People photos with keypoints
Content starts

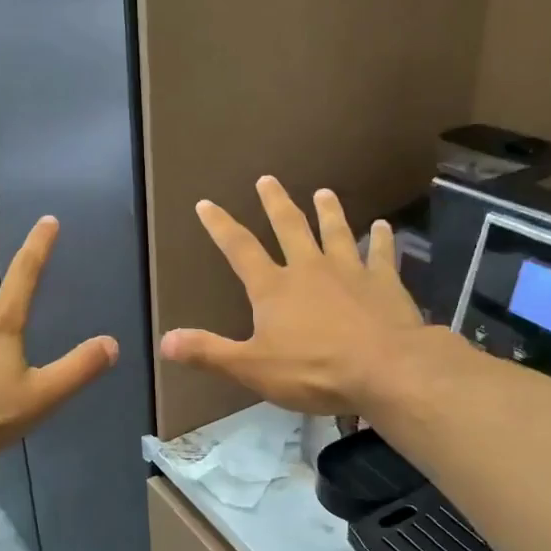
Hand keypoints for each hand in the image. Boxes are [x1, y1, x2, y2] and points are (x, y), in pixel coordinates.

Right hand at [160, 176, 424, 415]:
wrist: (385, 369)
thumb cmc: (314, 370)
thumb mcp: (252, 368)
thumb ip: (209, 353)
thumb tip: (165, 340)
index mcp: (274, 288)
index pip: (240, 249)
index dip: (221, 226)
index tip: (207, 204)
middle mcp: (309, 269)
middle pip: (290, 227)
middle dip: (275, 203)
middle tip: (268, 179)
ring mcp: (350, 271)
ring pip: (335, 232)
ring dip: (328, 211)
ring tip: (323, 192)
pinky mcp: (384, 282)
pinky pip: (381, 253)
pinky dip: (381, 238)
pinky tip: (383, 226)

Content ends

Using the entries above, repeat only the lines from the one containing "wrist: (385, 369)" through the one containing "middle dip: (275, 203)", end lines included.

**Solved problem**
wrist: (385, 369)
thumb cmc: (314, 370)
thumb mcp: (252, 368)
thumb ip: (209, 353)
thumb tip: (165, 340)
index mcp: (274, 288)
index pip: (240, 249)
index dip: (221, 226)
index tip: (207, 204)
middle mcp: (309, 269)
middle pip: (290, 227)
middle dip: (275, 203)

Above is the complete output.